[Stored data]
BEGIN
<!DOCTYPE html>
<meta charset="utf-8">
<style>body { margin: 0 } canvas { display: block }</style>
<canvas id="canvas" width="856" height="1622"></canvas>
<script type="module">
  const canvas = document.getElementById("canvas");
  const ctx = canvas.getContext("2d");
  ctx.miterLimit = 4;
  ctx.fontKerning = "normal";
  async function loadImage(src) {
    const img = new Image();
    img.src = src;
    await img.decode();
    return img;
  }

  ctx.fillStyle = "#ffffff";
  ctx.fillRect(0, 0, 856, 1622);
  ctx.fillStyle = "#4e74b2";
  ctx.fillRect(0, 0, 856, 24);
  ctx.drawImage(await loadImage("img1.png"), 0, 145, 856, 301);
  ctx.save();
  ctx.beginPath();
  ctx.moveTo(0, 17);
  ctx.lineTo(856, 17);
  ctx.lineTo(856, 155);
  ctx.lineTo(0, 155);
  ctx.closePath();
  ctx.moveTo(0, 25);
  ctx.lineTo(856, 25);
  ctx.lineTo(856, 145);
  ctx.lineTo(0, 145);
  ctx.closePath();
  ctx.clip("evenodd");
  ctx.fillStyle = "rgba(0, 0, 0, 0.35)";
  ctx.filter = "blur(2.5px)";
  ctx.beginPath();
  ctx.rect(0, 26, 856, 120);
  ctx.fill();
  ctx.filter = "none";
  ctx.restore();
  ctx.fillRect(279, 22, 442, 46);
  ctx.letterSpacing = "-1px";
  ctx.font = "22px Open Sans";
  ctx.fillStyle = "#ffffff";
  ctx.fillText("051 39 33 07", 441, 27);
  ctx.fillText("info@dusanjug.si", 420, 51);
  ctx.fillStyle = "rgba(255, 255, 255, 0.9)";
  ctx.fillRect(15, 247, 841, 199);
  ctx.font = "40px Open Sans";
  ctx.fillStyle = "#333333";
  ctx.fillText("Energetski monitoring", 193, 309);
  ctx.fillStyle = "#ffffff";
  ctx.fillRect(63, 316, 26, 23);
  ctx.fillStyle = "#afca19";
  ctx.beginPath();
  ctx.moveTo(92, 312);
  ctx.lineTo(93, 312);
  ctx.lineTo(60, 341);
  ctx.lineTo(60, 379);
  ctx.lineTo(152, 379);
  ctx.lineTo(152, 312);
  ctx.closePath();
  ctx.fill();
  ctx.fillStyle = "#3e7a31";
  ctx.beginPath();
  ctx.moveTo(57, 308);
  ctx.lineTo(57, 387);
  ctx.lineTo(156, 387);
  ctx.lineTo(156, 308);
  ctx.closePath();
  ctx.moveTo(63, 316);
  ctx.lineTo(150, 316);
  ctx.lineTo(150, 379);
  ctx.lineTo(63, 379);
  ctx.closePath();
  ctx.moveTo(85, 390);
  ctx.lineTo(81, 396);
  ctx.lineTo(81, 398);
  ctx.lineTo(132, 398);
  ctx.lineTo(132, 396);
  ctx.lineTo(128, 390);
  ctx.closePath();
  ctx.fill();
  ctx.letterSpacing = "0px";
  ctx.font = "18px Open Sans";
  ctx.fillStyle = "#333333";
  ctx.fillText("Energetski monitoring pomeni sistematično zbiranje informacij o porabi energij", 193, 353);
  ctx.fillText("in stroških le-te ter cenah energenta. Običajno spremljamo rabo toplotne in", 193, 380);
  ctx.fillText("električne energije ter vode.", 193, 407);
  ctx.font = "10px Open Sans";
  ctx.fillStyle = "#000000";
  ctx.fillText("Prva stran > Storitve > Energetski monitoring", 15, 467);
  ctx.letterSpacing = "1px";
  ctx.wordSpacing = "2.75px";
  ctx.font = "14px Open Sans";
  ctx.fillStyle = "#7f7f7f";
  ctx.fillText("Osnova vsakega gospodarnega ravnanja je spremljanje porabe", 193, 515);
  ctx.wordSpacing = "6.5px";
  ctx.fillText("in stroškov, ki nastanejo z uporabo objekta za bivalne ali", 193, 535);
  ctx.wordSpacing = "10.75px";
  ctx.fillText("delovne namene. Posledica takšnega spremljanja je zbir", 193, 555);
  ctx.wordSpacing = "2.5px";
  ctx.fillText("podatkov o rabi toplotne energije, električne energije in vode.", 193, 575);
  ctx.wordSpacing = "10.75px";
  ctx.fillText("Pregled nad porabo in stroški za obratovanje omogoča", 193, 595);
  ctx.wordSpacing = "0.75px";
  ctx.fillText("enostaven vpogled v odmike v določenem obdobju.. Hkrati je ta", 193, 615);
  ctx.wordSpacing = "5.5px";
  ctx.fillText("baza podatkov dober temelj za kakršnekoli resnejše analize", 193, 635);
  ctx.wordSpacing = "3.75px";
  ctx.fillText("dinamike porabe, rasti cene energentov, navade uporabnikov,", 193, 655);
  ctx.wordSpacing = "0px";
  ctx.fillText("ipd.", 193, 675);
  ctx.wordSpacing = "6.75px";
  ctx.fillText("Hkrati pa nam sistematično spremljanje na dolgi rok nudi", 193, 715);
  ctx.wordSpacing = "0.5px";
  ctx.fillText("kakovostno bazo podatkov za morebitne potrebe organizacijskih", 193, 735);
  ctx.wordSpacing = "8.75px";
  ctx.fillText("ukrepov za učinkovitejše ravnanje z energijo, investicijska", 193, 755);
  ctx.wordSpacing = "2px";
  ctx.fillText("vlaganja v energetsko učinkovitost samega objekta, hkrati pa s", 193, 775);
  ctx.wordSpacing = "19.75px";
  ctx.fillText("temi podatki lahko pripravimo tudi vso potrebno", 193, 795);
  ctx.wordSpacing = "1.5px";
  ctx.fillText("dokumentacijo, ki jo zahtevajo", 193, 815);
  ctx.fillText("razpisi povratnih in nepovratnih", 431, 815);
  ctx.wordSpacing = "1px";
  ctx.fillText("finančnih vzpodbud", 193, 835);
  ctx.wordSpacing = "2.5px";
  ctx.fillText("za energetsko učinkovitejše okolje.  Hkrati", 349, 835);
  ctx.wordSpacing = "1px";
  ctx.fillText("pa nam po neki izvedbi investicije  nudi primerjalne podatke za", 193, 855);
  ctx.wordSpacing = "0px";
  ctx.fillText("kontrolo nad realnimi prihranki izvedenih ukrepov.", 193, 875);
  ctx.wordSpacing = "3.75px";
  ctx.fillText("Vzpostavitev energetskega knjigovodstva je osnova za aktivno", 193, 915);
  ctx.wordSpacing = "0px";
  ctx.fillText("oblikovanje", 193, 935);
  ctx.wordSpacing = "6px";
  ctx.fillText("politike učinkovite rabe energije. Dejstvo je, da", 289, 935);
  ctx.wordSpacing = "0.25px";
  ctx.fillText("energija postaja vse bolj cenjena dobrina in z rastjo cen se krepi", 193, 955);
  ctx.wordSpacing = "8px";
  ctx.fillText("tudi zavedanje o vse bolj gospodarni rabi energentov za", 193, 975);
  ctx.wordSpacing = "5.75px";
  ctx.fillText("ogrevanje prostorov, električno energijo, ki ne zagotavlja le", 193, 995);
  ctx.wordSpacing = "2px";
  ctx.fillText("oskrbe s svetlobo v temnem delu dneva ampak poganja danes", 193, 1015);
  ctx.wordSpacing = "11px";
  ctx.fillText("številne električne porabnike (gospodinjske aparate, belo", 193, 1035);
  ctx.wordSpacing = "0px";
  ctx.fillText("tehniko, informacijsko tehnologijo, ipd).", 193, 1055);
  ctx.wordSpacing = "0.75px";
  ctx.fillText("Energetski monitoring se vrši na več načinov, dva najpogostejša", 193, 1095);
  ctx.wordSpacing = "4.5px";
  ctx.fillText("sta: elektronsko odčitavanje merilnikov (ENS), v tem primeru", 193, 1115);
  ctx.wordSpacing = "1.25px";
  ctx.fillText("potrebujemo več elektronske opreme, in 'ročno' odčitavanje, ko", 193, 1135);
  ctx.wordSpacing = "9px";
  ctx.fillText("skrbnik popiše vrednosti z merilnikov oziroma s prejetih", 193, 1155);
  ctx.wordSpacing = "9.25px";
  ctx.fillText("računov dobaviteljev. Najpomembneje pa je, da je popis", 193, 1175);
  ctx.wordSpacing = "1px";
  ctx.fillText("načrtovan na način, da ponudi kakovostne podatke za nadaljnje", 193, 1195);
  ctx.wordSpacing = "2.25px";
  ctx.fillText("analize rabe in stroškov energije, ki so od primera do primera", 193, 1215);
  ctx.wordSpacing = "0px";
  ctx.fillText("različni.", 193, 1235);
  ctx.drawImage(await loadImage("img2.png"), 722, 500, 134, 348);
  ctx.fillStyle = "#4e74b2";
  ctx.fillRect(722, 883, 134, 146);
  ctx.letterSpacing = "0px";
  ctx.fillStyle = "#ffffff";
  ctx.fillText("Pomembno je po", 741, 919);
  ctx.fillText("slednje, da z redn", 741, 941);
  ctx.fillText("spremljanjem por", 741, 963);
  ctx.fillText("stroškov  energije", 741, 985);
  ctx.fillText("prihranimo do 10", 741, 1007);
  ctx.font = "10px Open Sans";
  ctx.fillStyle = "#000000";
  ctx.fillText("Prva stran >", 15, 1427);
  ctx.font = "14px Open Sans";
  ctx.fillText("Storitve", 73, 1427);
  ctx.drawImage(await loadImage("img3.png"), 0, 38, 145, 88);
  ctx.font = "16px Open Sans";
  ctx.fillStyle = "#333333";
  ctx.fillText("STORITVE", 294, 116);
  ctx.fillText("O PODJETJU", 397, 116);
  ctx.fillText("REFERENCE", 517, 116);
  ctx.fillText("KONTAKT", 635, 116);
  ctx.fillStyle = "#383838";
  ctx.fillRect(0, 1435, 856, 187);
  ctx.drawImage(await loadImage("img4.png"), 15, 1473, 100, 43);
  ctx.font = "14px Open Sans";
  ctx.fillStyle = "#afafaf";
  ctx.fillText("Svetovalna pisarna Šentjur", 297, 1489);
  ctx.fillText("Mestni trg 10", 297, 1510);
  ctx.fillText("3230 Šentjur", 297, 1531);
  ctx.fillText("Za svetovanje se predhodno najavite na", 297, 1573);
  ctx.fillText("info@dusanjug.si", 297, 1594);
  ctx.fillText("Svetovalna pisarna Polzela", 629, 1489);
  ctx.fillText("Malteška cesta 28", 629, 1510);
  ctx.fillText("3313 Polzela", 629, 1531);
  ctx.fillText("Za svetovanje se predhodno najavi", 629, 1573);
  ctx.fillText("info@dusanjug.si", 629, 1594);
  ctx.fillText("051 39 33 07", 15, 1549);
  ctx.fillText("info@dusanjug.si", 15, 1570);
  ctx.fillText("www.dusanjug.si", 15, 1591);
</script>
END
_WHAT IS REQUIRED_
Show all lines in the entries above where the word "svetovanje" appears.

_EXERCISE SOLUTION_
  ctx.fillText("Za svetovanje se predhodno najavite na", 297, 1573);
  ctx.fillText("Za svetovanje se predhodno najavi", 629, 1573);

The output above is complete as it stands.